Reliable and consistent measurement of various gas molecules at low parts per million (low-ppm) concentration is an essential intermediary step towards low-cost versatile gas analysers. Here we demonstrate physical measurements of various low-ppm molecules by means of an acoustic standing wave-based resonating device with a speaker and a microelectromechanical microphone, using either the sound pressure level () at a fixed frequency, or alternatively, tracking the resonance frequency as gas molecules enter the acoustic device. Low-ppm gas molecules are measurable at frequencies near standing wave resonances, as slight shifts in the speed of sound result in a shift of the acoustic frequency response function.

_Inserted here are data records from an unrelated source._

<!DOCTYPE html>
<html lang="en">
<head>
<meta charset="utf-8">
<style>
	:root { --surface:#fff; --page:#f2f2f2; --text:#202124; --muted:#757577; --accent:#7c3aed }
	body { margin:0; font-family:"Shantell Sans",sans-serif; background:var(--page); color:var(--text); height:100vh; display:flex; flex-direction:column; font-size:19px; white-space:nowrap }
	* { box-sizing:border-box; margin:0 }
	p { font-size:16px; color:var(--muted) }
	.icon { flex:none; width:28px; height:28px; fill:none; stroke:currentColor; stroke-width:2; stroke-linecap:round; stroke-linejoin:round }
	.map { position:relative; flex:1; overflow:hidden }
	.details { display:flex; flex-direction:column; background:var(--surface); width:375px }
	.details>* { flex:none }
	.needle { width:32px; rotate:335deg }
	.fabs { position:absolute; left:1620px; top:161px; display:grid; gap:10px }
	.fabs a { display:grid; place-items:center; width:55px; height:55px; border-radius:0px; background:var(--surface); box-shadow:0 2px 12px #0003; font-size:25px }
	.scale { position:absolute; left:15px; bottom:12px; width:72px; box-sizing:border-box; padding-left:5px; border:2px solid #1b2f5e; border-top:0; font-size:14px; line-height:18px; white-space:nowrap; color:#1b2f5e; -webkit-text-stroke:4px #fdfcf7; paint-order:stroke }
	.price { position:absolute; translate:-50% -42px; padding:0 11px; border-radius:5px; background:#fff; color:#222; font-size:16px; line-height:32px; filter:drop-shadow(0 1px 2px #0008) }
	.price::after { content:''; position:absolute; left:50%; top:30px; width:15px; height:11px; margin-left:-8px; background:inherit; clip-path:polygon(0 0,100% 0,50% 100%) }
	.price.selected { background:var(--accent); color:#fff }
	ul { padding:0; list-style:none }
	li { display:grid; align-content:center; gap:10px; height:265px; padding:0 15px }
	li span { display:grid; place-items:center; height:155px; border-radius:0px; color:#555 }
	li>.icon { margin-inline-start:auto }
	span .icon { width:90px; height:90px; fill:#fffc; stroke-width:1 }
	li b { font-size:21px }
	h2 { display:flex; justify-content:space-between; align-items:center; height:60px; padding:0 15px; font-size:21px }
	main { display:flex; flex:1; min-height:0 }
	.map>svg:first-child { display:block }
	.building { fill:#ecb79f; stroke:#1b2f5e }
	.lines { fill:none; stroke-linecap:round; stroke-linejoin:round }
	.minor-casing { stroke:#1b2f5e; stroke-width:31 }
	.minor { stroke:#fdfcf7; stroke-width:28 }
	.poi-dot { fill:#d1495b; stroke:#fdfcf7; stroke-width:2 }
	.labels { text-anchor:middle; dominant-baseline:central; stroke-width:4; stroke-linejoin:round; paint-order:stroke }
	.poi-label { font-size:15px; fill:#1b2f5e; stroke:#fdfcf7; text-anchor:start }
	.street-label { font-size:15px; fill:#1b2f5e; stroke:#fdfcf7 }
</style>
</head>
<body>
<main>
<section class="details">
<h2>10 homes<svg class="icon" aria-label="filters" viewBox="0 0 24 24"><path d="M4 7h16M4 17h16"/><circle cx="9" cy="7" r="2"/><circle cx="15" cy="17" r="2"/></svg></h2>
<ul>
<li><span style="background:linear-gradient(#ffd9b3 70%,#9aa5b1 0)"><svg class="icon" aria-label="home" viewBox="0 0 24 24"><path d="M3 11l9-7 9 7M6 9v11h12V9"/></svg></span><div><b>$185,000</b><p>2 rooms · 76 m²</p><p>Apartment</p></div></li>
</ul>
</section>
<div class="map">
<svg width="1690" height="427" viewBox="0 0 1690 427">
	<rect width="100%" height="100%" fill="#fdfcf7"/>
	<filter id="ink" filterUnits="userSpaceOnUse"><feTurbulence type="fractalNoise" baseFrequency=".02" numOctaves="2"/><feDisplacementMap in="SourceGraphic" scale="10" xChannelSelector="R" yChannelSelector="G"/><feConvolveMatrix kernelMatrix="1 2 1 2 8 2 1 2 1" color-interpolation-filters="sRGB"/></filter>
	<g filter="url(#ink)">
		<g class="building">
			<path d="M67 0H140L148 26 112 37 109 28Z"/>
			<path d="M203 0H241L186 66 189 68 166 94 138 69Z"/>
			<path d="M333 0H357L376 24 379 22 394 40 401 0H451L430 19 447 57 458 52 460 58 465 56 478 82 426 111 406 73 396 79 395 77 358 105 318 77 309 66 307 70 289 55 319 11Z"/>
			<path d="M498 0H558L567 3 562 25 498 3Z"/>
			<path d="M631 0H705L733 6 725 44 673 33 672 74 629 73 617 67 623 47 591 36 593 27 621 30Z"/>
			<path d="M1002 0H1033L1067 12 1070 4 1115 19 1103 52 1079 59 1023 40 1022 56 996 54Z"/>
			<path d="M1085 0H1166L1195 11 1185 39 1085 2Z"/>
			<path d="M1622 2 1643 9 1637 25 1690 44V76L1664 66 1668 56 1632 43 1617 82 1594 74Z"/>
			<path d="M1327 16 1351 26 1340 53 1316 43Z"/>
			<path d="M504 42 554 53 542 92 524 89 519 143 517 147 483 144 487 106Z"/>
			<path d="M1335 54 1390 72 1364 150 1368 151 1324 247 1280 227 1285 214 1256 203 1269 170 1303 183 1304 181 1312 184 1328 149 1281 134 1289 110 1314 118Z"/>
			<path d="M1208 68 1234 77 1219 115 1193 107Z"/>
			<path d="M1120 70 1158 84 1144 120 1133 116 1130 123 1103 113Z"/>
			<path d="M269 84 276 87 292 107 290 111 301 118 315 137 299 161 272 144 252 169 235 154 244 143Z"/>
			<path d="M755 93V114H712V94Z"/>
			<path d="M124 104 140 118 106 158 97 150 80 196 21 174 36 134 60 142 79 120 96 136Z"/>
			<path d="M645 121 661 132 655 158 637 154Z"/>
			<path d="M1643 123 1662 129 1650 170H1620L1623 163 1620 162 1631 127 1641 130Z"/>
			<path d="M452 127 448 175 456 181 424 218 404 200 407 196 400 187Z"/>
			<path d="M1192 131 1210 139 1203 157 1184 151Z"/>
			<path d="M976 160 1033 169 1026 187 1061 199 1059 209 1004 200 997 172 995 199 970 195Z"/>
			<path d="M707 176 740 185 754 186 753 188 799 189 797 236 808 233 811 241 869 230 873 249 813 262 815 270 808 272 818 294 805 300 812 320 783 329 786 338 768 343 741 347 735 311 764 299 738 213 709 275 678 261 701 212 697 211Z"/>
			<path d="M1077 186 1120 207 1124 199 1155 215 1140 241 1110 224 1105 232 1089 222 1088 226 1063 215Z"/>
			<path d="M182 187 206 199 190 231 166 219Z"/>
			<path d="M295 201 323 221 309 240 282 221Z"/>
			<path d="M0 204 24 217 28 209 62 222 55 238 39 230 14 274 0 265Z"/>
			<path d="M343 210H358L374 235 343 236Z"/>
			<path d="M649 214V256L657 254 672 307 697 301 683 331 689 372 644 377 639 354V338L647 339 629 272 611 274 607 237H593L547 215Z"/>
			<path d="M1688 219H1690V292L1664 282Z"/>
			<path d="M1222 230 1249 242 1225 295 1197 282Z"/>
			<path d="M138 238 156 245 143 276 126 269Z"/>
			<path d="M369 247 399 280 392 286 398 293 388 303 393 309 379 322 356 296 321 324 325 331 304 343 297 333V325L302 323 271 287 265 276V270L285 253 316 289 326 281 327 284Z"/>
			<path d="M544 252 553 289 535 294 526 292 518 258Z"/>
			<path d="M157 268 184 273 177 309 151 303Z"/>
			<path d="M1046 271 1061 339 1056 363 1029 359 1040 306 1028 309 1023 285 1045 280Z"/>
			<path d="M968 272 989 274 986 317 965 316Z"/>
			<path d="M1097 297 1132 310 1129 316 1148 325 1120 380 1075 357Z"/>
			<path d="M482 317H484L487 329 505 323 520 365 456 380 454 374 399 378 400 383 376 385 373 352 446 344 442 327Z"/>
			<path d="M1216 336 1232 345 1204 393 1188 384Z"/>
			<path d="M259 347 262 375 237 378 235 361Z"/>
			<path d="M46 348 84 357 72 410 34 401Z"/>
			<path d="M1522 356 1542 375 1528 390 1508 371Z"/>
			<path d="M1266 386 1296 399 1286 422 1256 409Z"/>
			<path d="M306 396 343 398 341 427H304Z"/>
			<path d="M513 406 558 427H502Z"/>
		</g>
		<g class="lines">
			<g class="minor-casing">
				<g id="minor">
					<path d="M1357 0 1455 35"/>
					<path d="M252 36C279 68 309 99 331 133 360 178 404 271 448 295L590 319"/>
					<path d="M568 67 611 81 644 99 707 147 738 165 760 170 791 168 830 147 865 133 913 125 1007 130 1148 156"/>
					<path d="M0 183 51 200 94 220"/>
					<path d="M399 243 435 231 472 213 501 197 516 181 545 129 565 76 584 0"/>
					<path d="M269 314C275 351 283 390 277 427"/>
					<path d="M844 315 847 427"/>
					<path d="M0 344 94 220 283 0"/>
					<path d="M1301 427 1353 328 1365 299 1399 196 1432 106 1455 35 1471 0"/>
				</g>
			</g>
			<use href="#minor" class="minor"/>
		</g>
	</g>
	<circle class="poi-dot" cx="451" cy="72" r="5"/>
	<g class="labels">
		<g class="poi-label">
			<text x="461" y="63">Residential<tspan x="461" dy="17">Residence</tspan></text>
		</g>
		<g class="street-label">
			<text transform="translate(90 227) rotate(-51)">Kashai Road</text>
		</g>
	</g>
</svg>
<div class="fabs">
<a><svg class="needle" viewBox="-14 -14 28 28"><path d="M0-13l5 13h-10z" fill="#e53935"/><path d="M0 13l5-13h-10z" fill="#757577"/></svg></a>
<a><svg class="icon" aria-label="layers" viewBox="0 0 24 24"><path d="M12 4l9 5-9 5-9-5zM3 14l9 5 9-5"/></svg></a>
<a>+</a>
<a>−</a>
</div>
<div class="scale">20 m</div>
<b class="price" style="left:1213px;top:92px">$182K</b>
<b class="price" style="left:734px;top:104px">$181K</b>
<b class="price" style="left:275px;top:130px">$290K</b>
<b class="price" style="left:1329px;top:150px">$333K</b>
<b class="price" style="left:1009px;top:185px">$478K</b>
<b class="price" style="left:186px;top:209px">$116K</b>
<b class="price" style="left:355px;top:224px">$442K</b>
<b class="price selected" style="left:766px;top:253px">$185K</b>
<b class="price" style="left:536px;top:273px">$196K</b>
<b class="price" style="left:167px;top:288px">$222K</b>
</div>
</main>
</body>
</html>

Since a chemical receptor layer on the sensing component is not required for the measurements, absolute physical quantities of the molecules are measurable, which coincide well theoretically with expected values for pure chemicals. Various conditions are tested using different low-ppm molecules to demonstrate the limit of detection (LOD), using a low-cost and portable acoustic setup. An LOD is determined to be in the order of several ppm for most molecules. Gas analysers based on a physical approach present new opportunities for mobile gas sensing in practical applications.

中文翻译：

---

低 ppm 浓度气体的声音传感

对低百万分之一 (低 ppm) 浓度的各种气体分子进行可靠、一致的测量是实现低成本多功能气体分析仪的重要中间步骤。在这里，我们演示了通过带有扬声器和微机电麦克风的基于声学驻波的谐振装置对各种低 ppm 分子的物理测量，使用固定频率的声压级 ()，或者跟踪谐振频率当气体分子进入声学装置时。低 ppm 气体分子可以在驻波共振附近的频率下测量，因为声速的轻微变化会导致声频响应函数的变化。由于测量不需要传感组件上的化学受体层，因此可以测量分子的绝对物理量，这在理论上与纯化学品的预期值非常吻合。使用低成本、便携式声学装置，使用不同的低 ppm 分子测试各种条件，以证明检测限 (LOD)。对于大多数分子来说，LOD 被确定为几个 ppm 的量级。基于物理方法的气体分析仪为实际应用中的移动气体传感提供了新的机遇。